‘American Fiction’ review


“I see what you’re doing,” Thelonious “Monk” Ellison’s agent says about half an hour through “American Fiction,” a new film from writer-director Cord Jefferson based on the 2001 book “Erasure.” “Good, because it’s not subtle,” Monk retorts. 

This is the joke of “American Fiction,” wherein Monk (Jeffery Wright), a Black academic and novelist facing financial hardship and disinterest in his latest work, sees a bestseller from another Black author (Issa Rae), “We’s Lives in the Ghetto,” which depicts a heightened and exploitative picture of Black life. Angered by what he feels is pandering, he writes the book “F*ck,” an equally trashy, stereotyped version of the Black experience, under a pseudonym. To his ire, the book becomes a bestseller and critical darling among white audiences, and the plot progresses from there. It’s a smart, hilarious takedown of the types of work critics might call “necessary” or “powerful,” and a legitimately emotional narrative in its own right.

The satire is well-played. The film avoids low-hanging fruit (at least, most of the time), instead carefully planting little jokes that chip away at the film’s overall message. The aforementioned agent character, Arthur, and Monk’s gay brother, Cliff (Sterling K. Brown, nominated for Best Supporting Actor for this role) are particularly funny. But satire doesn’t always take center stage. Just like his book is not representative of Monk’s actual life, the movie is more than a gimmicky comedy. Underneath all that is a played-straight drama about Monk’s normal struggles with a dementia-stricken mother and a grief-stricken family. It’s all very adult — affecting, yet dull hardships. And while “bitter, antisocial academic” is no novel character archetype, Monk is funny enough and portrayed more than well enough that he remains compelling.

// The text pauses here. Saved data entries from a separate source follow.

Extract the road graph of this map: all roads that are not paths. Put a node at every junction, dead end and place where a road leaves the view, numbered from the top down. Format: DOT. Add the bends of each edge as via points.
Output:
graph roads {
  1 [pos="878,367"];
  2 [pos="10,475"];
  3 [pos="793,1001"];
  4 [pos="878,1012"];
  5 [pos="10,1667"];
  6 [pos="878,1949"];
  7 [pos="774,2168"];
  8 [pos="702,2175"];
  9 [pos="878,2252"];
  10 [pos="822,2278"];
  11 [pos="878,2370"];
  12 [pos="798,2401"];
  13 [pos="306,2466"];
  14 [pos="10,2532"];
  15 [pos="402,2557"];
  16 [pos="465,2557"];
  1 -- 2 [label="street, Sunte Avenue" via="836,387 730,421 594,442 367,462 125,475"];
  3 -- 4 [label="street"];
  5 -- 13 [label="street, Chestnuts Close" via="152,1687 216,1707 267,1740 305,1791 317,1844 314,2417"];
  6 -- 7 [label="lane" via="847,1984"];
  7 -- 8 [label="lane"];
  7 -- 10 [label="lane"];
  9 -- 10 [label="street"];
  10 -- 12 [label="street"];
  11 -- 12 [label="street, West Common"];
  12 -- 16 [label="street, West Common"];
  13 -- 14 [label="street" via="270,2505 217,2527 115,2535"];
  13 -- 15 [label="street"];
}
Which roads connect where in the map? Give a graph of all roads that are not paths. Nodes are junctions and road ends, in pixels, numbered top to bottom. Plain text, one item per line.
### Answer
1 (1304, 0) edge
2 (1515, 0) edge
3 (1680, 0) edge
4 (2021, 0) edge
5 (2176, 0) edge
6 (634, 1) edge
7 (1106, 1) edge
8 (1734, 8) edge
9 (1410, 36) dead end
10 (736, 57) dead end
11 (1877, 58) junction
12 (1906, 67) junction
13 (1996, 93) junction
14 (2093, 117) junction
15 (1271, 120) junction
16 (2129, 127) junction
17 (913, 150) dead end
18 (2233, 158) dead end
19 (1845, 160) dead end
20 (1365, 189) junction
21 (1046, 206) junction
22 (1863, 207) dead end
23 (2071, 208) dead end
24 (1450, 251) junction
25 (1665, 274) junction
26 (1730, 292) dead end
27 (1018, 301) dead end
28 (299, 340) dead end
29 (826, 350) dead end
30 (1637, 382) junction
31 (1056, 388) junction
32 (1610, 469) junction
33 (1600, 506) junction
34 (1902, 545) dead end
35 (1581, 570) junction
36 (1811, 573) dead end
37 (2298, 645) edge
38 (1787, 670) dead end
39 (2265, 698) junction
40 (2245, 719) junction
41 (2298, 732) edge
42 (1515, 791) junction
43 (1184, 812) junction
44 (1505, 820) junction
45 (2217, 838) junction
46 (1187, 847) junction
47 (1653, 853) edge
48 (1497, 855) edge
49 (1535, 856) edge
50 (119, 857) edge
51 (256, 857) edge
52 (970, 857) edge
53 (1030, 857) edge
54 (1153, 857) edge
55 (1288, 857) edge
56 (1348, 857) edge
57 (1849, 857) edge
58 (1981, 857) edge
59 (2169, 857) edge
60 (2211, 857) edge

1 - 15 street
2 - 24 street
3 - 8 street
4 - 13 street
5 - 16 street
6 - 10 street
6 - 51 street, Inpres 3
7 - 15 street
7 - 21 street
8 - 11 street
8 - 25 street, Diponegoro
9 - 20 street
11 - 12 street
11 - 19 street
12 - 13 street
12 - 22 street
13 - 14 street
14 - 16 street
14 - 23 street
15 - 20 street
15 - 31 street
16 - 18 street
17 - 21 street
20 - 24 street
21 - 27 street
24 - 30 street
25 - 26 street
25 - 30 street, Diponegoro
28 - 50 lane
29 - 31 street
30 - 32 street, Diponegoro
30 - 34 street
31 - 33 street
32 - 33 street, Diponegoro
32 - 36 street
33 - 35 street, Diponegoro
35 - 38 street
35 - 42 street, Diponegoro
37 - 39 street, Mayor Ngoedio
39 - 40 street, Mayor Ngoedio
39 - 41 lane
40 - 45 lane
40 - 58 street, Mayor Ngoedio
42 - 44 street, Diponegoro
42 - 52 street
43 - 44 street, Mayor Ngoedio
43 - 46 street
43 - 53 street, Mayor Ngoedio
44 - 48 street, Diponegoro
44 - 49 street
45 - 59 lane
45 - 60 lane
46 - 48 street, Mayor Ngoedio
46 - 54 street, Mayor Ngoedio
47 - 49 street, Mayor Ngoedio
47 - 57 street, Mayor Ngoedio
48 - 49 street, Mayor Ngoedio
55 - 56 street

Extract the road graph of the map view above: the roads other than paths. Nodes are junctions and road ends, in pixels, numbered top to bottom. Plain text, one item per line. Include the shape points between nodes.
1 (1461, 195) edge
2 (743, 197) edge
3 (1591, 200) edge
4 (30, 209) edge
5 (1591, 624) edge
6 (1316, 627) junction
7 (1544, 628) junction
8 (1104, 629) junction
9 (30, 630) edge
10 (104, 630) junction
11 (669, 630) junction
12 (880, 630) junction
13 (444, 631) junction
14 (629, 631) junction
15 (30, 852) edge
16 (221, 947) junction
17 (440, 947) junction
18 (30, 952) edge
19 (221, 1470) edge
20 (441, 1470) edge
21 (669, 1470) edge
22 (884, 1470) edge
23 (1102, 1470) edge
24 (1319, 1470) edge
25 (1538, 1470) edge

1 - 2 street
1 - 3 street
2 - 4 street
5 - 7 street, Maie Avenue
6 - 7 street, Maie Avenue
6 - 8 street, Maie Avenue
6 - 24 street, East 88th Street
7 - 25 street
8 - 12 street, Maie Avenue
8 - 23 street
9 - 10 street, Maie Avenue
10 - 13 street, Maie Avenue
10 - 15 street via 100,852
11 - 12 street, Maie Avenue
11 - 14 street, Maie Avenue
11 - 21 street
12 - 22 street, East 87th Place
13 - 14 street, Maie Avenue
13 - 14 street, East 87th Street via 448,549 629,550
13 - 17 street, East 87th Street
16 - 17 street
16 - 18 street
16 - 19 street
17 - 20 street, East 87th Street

The comedy and the drama go hand-in-hand, as well. Of course, despite the general unseriousness of Monk’s book, it does contribute to the exact cultural perception of Blackness that he despises. Whether or not that harm is offset by the financial empowerment of a Black person facing legitimate hardship becomes a key question. But likewise, Monk’s thoughtful regret about his situation is greatly contrasted with the ad execs, critics, and movie studios seeking to capitalize on his work.